NKP – Logging – Donders.IT

Information about Nutanix Kubernetes Platform (Part 9 of many)

NKP comes with a pre-configured logging stack that allows you to collect and visualize pod and admin log data at the workspace level. The logging stack is also multi-tenant capable, and multi-tenancy is enabled at the project level through role-based access control (RBAC).

By default, logging stack applications are disabled on managed and attached clusters. You need to explicitly enable them on a workspace to use their capabilities.

Architecture of logging within NKP

A few Platform Applications are the primary components of the logging stack:

BanzaiCloud Logging-operator.
Grafana and Grafana Loki.
Fluent Bit and Fluentd.

In addition to these platform services, logging relies on other software and system facilities, including the container runtime, the journal facility, and system configuration to collect logs and messages from all the machines in the cluster.

The NKP logging stack aggregates logs from applications and nodes running inside your cluster. NKP uses the BanzaiCloud Logging Operator to manage the Fluent Bit and Fluentd deployments that collect pod logs using Kubernetes API extensions called custom resources. Custom resources allow users to declare logging configurations using kubectl commands.

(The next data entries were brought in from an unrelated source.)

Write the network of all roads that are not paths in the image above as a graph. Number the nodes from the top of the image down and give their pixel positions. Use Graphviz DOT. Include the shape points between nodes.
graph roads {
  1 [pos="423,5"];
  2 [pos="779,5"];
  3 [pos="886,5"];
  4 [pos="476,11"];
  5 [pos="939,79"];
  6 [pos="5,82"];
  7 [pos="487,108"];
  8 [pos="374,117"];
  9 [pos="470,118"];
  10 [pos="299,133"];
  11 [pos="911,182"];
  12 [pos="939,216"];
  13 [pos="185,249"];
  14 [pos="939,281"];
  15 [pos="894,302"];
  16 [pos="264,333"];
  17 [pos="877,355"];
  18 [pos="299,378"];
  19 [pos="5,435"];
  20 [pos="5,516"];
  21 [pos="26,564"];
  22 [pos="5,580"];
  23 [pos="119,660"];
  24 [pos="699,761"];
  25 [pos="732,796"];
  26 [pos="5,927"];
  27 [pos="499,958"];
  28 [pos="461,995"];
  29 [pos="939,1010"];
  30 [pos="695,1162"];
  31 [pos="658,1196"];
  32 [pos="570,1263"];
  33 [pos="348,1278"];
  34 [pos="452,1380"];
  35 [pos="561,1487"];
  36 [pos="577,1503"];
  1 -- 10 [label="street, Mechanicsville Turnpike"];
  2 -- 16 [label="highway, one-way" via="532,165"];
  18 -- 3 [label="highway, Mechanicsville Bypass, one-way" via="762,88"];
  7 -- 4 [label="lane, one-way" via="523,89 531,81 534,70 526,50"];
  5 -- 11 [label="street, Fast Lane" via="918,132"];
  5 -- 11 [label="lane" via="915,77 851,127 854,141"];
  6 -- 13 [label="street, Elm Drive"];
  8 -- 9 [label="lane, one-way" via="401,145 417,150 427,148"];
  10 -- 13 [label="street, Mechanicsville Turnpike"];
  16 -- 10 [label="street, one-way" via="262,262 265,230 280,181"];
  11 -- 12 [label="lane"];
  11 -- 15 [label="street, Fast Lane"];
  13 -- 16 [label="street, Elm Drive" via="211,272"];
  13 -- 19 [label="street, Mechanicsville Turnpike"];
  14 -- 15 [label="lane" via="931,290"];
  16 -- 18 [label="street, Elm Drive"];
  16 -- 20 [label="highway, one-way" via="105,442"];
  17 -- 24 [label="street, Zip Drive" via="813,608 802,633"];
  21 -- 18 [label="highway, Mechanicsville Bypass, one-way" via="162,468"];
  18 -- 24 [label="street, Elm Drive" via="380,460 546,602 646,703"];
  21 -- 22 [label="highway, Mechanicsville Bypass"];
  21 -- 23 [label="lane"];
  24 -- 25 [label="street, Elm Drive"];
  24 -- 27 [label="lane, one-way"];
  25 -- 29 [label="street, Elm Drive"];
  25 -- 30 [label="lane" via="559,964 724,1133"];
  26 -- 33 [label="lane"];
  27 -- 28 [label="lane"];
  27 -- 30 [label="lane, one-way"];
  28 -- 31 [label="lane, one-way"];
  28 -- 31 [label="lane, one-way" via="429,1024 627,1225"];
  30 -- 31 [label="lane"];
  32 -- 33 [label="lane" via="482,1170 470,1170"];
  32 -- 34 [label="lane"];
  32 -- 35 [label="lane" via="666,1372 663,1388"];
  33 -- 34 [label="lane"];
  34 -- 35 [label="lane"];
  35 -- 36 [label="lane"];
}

The Fluent Bit instance deployed by the Logging Operator gathers pod logs data and sends it to Fluentd, which forwards it to the appropriate Grafana Loki servers based on the configuration defined in custom resources.

Grafana Loki then indexes the log data by label and stores it for querying. Loki maintains log order integrity but does not index the log messages themselves, which improves its efficiency and lowers its footprint.

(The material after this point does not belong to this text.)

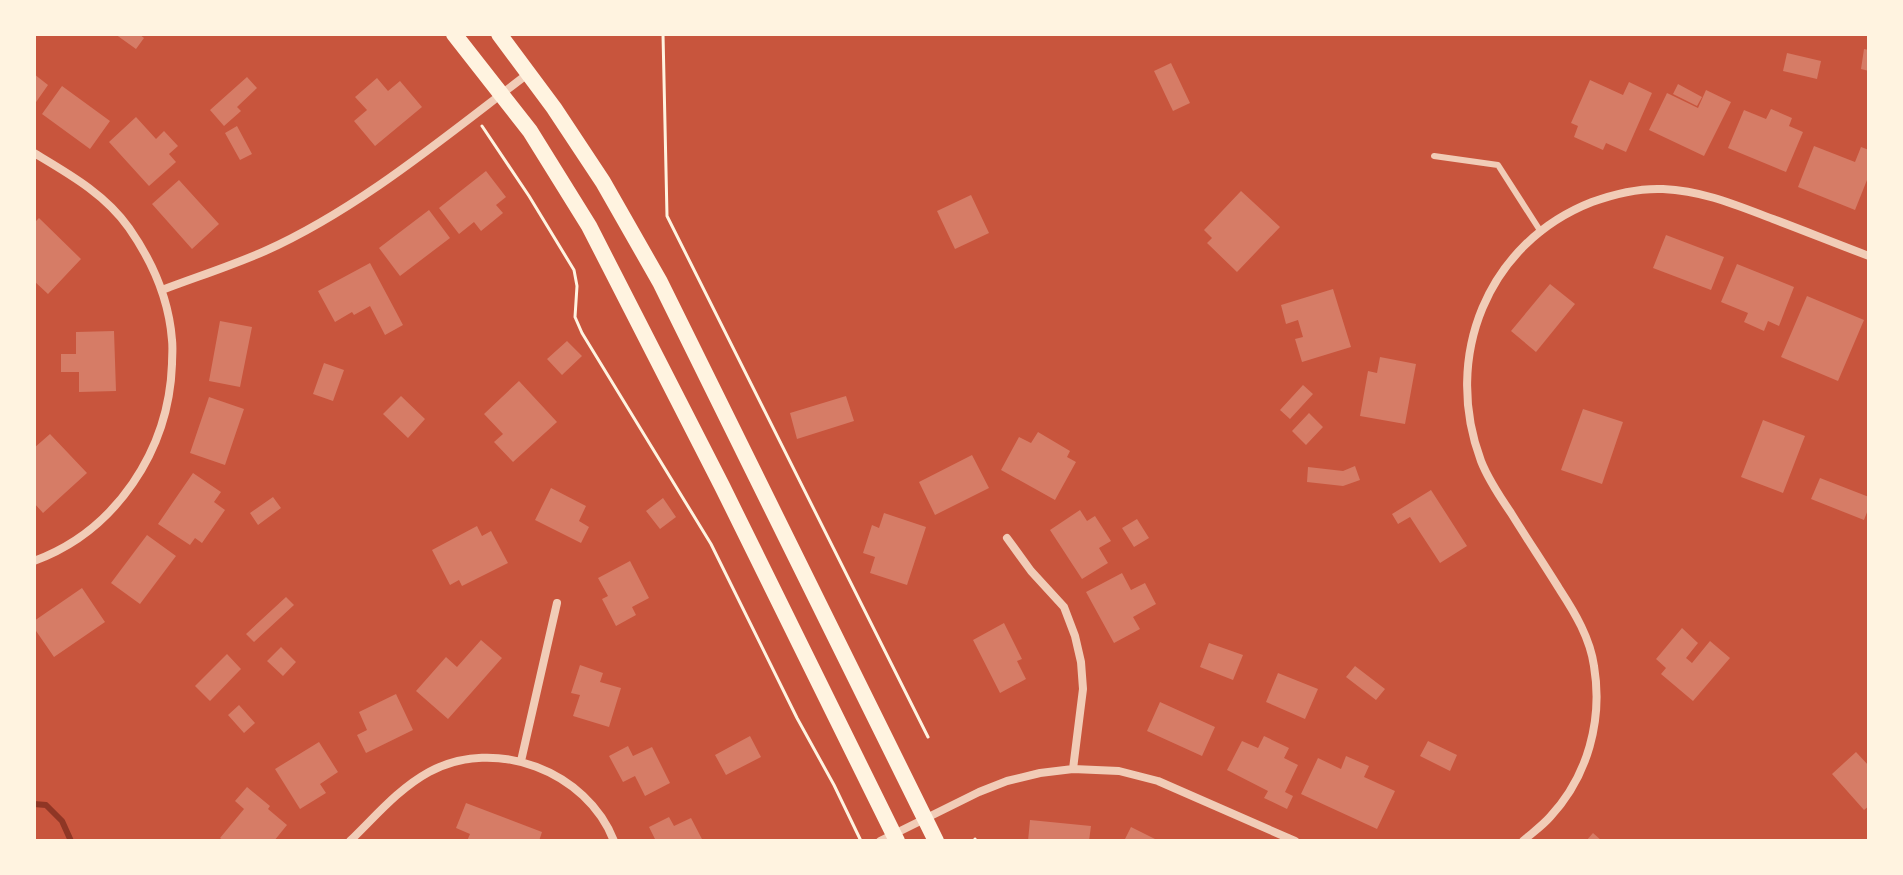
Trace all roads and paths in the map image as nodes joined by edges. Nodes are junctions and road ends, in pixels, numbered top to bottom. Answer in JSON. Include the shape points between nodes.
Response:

Enabling the logging stack

When enabling the logging stack, the applications Logging Operator, Grafana Logging, Grafana Loki as well as Fluent Bit are beging enabled an all clusters managed by the Management Clusters.

On the workspace dashboard, select Applications from the left pane. On the Applications page, select Logging from the All Categories drop-down menu and click Enabled. Two logging applications, Rook Ceph and Rook Ceph Cluster, are enabled in the workspace, as shown in the figure below.

To enable the other logging applications: Logging Operator, Grafana Loki, Grafana Logging, and Fluent Bit.

In the workspace dashboard, select Applications from the left pane. On the Applications page, select Logging from the All Categories drop-down menu and click Disabled.

In the Logging category, click the ellipses for the Logging Operator widget and click Enable.

On the Enable Workspace Platform Application page, in the General step, select the cluster in the Clusters section to enable the app in the workspace. Enabling an app at the workspace level will automatically enable it on other clusters created or attached to this workspace in the future.

In the Configuration step, you can customize the application configuration individually for each cluster or at once for all clusters in this workspace. In this example, we will leave the default settings and click Enable.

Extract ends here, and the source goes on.